Yury Verlinsky (1 September 1943 – 16 July 2009) was a Russian-American medical researcher specializing in embryo and cellular genetics (genetic cytology). He is best known as a pioneer in prenatal diagnosis for detecting genetic and chromosomal disorders six weeks earlier than standard amniocentesis. The founding father of Preimplantation Genetic Diagnosis (PGD) and embryo analysis prior to in-vitro fertilization (IVF), Verlinsky used his polar body biopsy technique to detect potential birth defects in offspring. It is now accepted worldwide as the standard for the most efficient and effective means of analyzing the chromosomal status of an embryo.

With the help of his research, P.G.D. can be used to prevent more than 200 different genetic disorders and diseases, including hemophilia, sickle cell anemia, Fanconi anemia, Alzheimer's disease, Cystic fibrosis, thalassemia, Down syndrome, Tay-Sachs disease, and Muscular dystrophy, and Huntington's disease.[1][2]

Early years and education[edit]

Verlinsky was born in Ishim, Tyumen Oblast, Siberia, in the former Soviet Union, one of two sons of Simon Verlinsky and Dora Verlinskaya. His mother was an accountant and his father was a disabled veteran of the Soviet Army. He received his Ph.D. in embryology and cytogenetics from Kharkiv University, in the Ukrainian SSR, in 1973. While there, he met his wife Luba, a biologist. They married in 1967.[1]

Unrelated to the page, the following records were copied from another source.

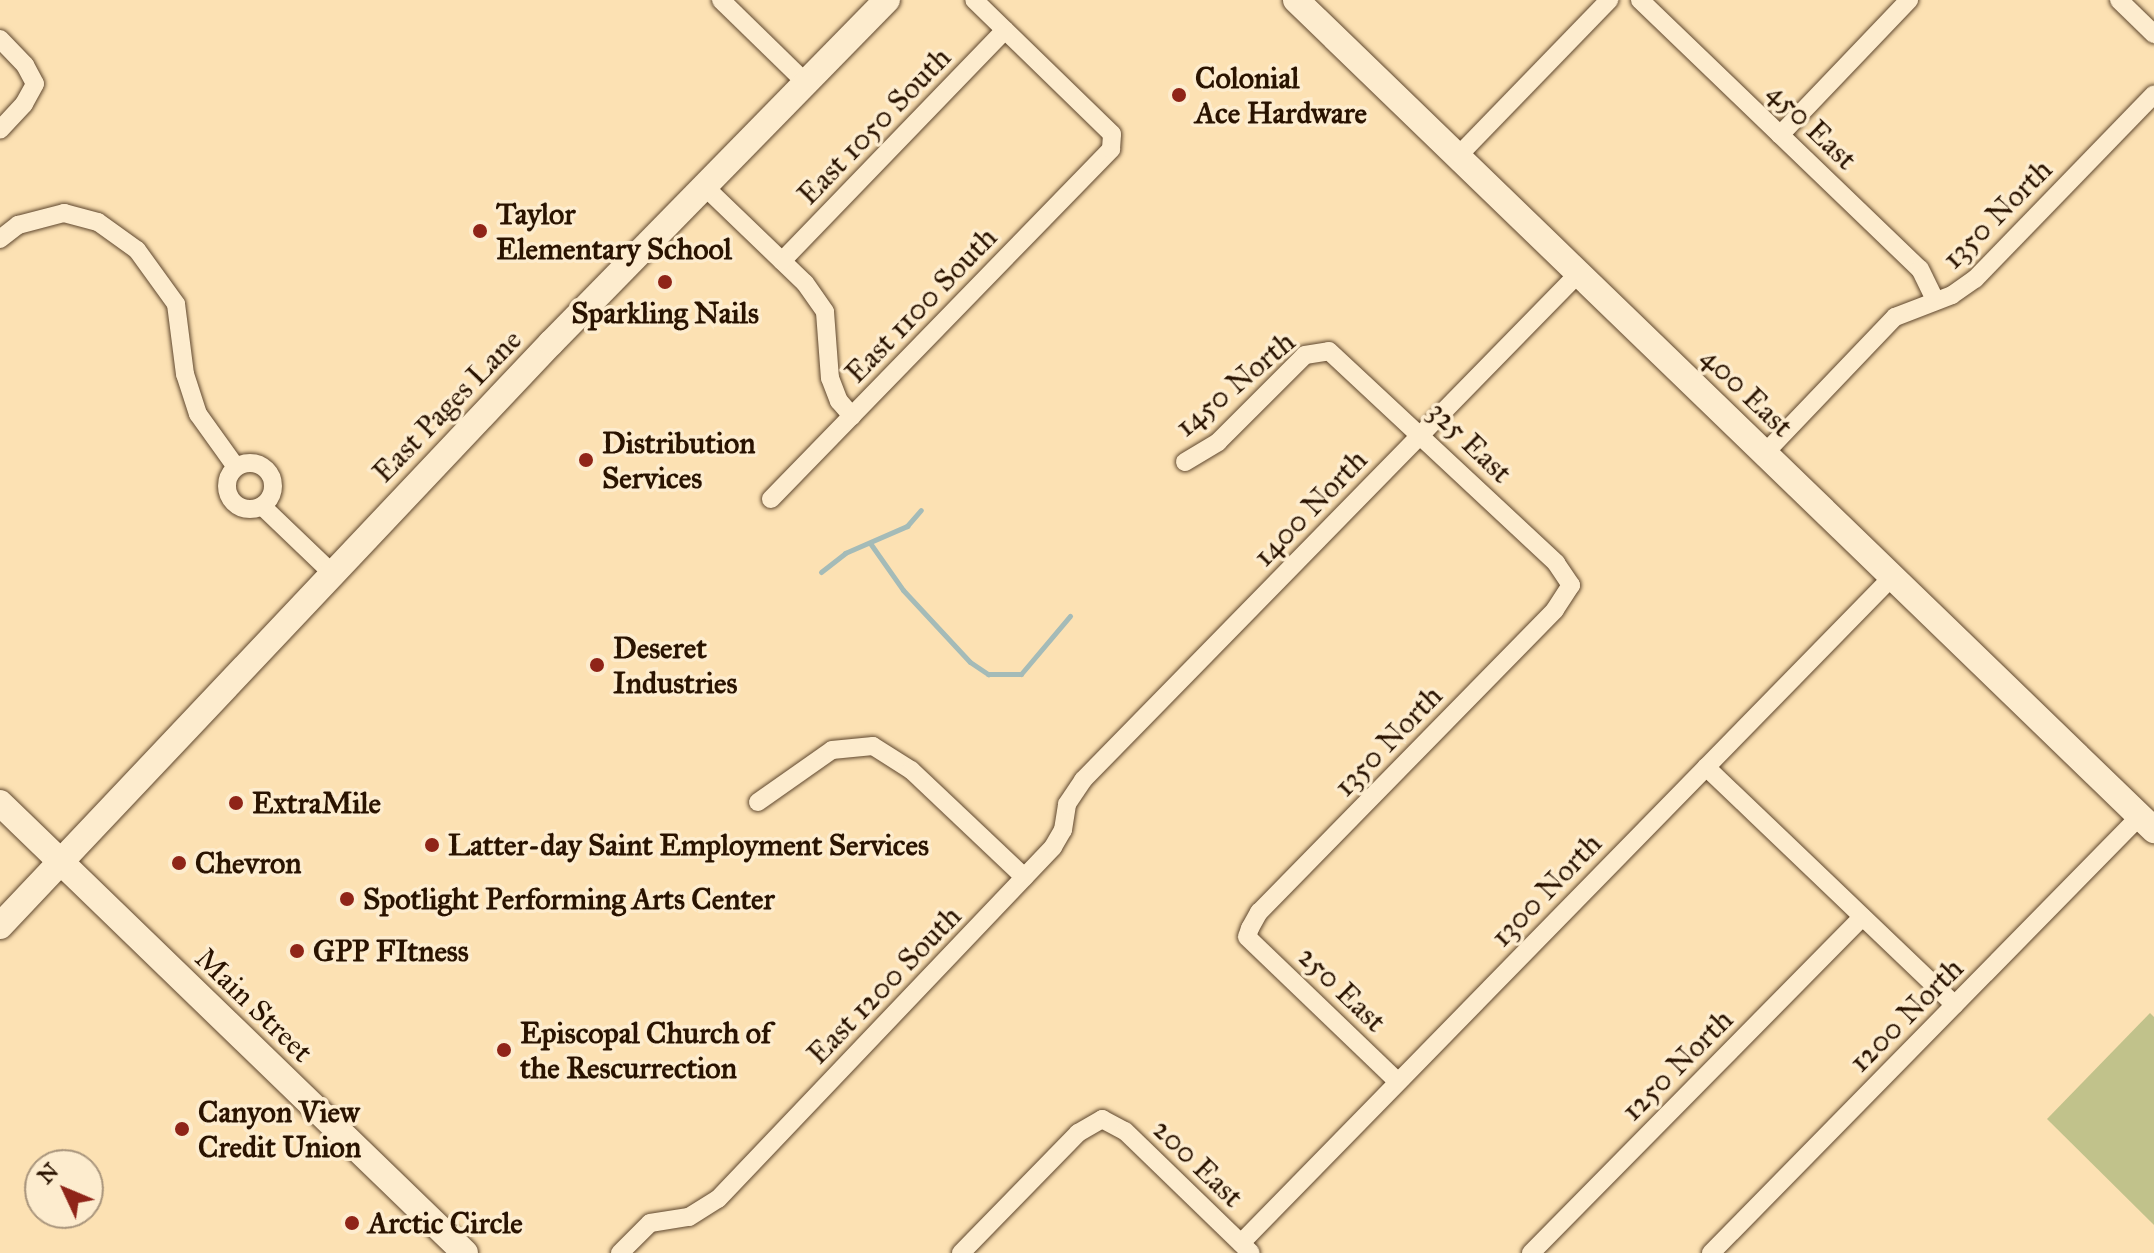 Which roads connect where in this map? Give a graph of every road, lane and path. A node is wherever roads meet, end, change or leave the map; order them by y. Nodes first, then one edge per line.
1 (721, 0) edge
2 (887, 0) edge
3 (974, 0) edge
4 (1296, 0) edge
5 (1609, 0) edge
6 (1640, 0) edge
7 (1909, 0) edge
8 (2119, 0) edge
9 (1005, 30) junction
10 (2154, 34) edge
11 (0, 39) edge
12 (807, 84) junction
13 (2154, 94) edge
14 (0, 130) edge
15 (1780, 135) junction
16 (1457, 157) junction
17 (703, 185) junction
18 (0, 239) edge
19 (782, 261) junction
20 (1578, 274) junction
21 (1935, 300) junction
22 (1321, 350) joint
23 (852, 416) junction
24 (1421, 434) junction
25 (1764, 454) junction
26 (1185, 462) dead end
27 (236, 467) junction
28 (771, 499) dead end
29 (262, 506) junction
30 (333, 574) junction
31 (1892, 577) junction
32 (1571, 585) joint
33 (1706, 767) junction
34 (1083, 780) joint
35 (758, 802) dead end
36 (0, 803) edge
37 (2147, 823) edge
38 (61, 864) junction
39 (1024, 877) junction
40 (1862, 917) junction
41 (0, 926) edge
42 (1247, 937) joint
43 (1955, 1005) junction
44 (1398, 1082) junction
45 (1246, 1248) edge
46 (465, 1253) edge
47 (620, 1253) edge
48 (961, 1253) edge
49 (1531, 1253) edge
50 (1711, 1253) edge

1 - 12 street
2 - 12 main road, East Pages Lane
3 - 9 street
4 - 16 main road, 400 East
5 - 16 street
6 - 15 street, 450 East
7 - 15 street
8 - 10 street
9 - 19 street, East 1050 South
9 - 23 street, East 1100 South
11 - 14 street
12 - 17 main road, East Pages Lane
13 - 21 street, 1350 North
15 - 21 street, 450 East
16 - 20 main road, 400 East
17 - 19 street
17 - 30 main road, East Pages Lane
18 - 27 street
19 - 23 street
20 - 24 street, 1400 North
20 - 25 main road, 400 East
21 - 25 street, 1350 North
22 - 24 street, 325 East
22 - 26 street, 1450 North
23 - 28 street, East 1100 South
24 - 32 street, 325 East
24 - 34 street, 1400 North
25 - 31 main road, 400 East
27 - 29 street
27 - 29 street
29 - 30 street
30 - 38 main road, East Pages Lane
31 - 33 street, 1300 North
31 - 37 main road, 400 East
32 - 42 street, 1350 North
33 - 40 street
33 - 44 street, 1300 North
34 - 39 street, East 1200 South
35 - 39 street
36 - 38 main road, Main Street
37 - 43 street, 1200 North
38 - 41 main road, East Pages Lane
38 - 46 main road, Main Street
39 - 47 street, East 1200 South
40 - 43 street
40 - 49 street, 1250 North
42 - 44 street, 250 East
43 - 50 street, 1200 North
44 - 45 street, 1300 North
45 - 48 street, 200 East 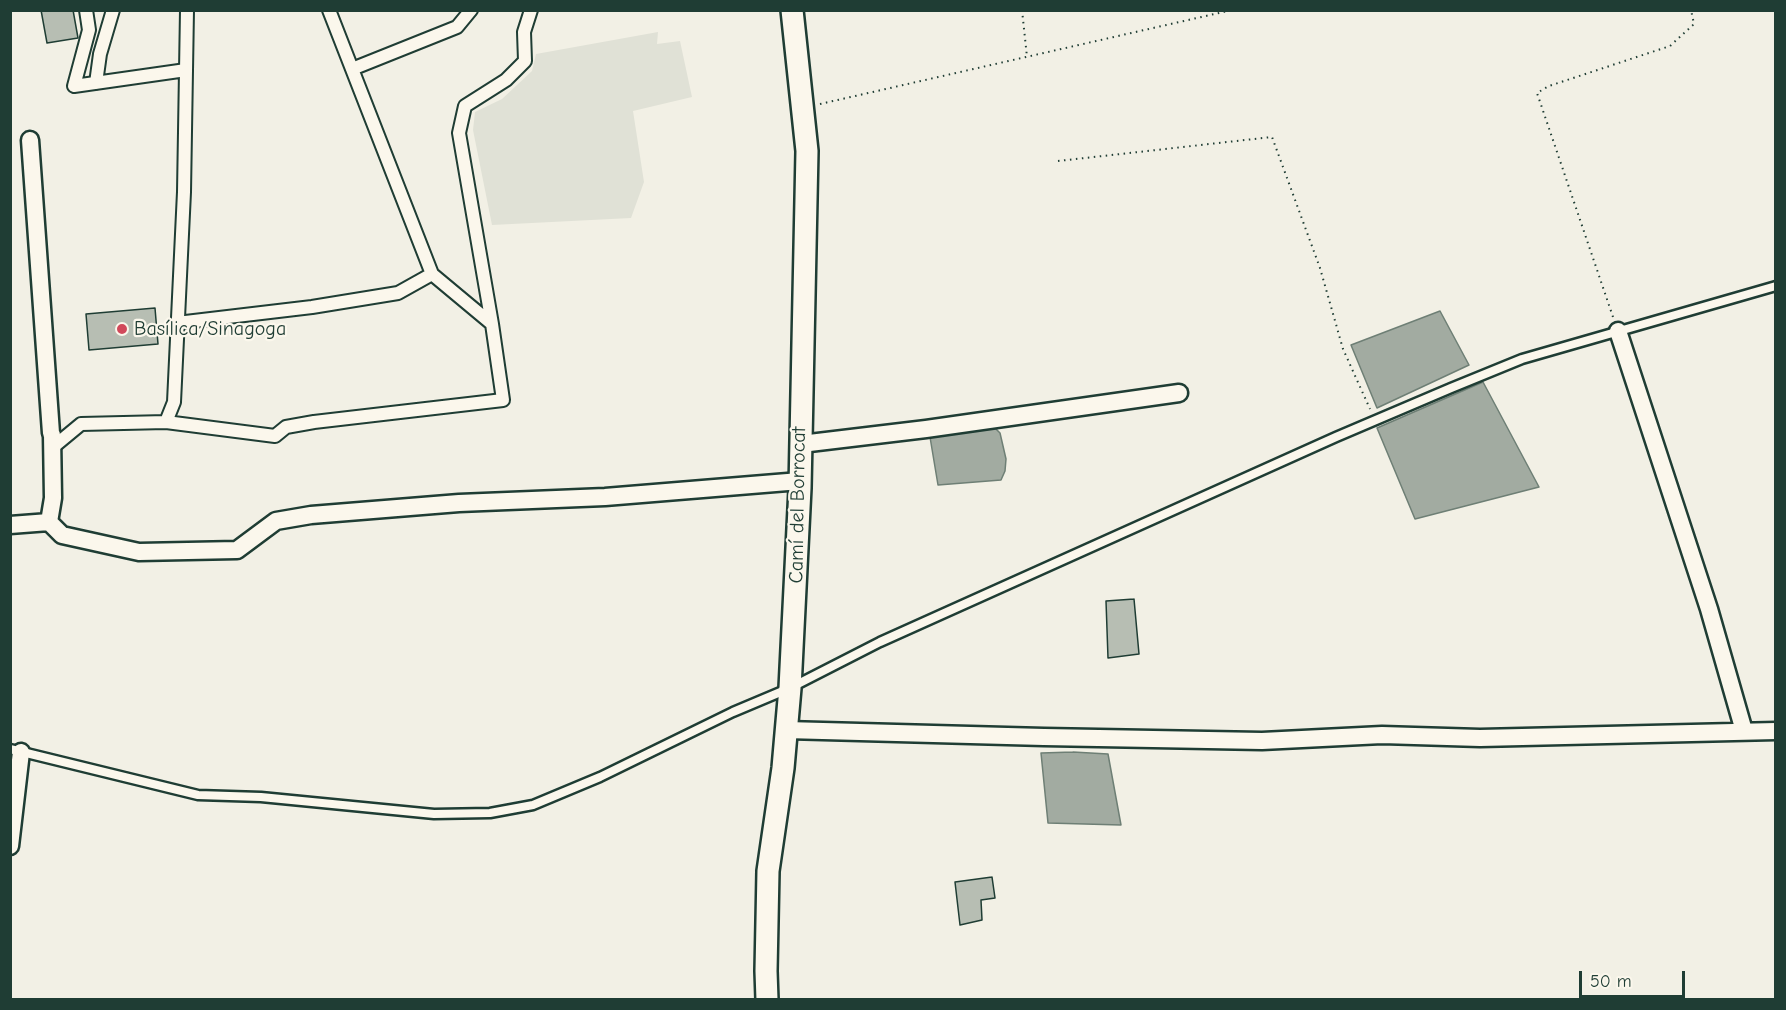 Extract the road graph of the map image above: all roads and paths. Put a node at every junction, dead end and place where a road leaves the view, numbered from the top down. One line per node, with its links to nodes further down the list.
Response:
1 (86, 10): 14 (street)
2 (113, 10): 14 (street)
3 (187, 10): 13 (street)
4 (329, 10): 12 (street)
5 (471, 10): 12 (street)
6 (531, 10): 21 (street)
7 (792, 10): 15 (street, Camí del Borrocat)
8 (1022, 10): 11 (path)
9 (1232, 10): 11 (path)
10 (1691, 10): 22 (path)
11 (1027, 57): 15 (path)
12 (352, 69): 18 (street)
13 (186, 70): 14 (street); 20 (street)
14 (96, 83)
15 (803, 108): 27 (street, Camí del Borrocat)
16 (30, 140): 26 (street)
17 (1058, 161): 24 (path)
18 (432, 274): 20 (street); 21 (street)
19 (1776, 286): 22 (lane)
20 (177, 323): 25 (street)
21 (492, 324): 25 (street)
22 (1618, 331): 24 (lane); 33 (street)
23 (1179, 393): 27 (street)
24 (1375, 420): 31 (lane)
25 (166, 422): 26 (street)
26 (52, 439): 29 (street)
27 (801, 444): 28 (street, Camí del Borrocat)
28 (800, 482): 29 (street); 31 (street, Camí del Borrocat)
29 (49, 522): 30 (street)
30 (10, 525)
31 (790, 688): 32 (street, Camí del Borrocat); 35 (lane)
32 (786, 730): 33 (street); 37 (street, Camí del Borrocat)
33 (1744, 731): 34 (street)
34 (1776, 731)
35 (16, 750): 36 (street)
36 (10, 846)
37 (767, 999)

Emigrating to the United States[edit]

After graduating with his Ph.D., he submitted research proposals which were all rejected by government committees. He chose to emigrate to the United States when the Soviet government continued to refuse his requests to fund further research into P.G.D., a field in which he was an early practitioner. This became difficult as he was forced to pay back the cost of his education before receiving his exit visa, which required that he borrow money from friends. He eventually left for the United States with his wife, their nine year old son, and just "two suitcases."[3]:265 He arrived in 1979, one of the many thousands of other Soviet Jews that were allowed to leave that same year, including a young Sergey Brin, who later co-founded Google, Inc.

Genetics researcher[edit]

Soon after arriving, he was offered a research position with the Michael Reese Hospital in Chicago, Illinois, where he ran the cytogenetics laboratory. When asked how he so easily obtained the position, he replied "of my previous experience and because a chromosome in any language is a chromosome and a microscope is a microscope." He took time outside of his job to work at identifying chromosome polymorphisms in Down syndrome families and also to analyze chorionic villus sampling. His goal was to develop a modified technique for performing chromosomal analysis.[3] His research was even more difficult since, like all Soviet emigres, he was not allowed to have contact with colleagues back home.[3]:266

One such friend and colleague that he lost contact with was Anver Kuliev, with whom he had done research when he was still in Moscow. They had worked together developing a prenatal test that could be administered earlier than amniocentesis, with the goal of allowing a woman to avoid a second-trimester abortion. Years later, after Verlinsky had settled in the U.S., he was in London for a scientific meeting and discovered that Kuliev was working in the Soviet Union as head of genetics for the World Health Organization (WHO). Verlinsky contacted him, they met in Geneva in 1982, and soon after they began working together, again doing embryonic and genetic research. Kuriev would later become director of the Reproductive Genetics Institute that Verlinsky established in 1990.[3]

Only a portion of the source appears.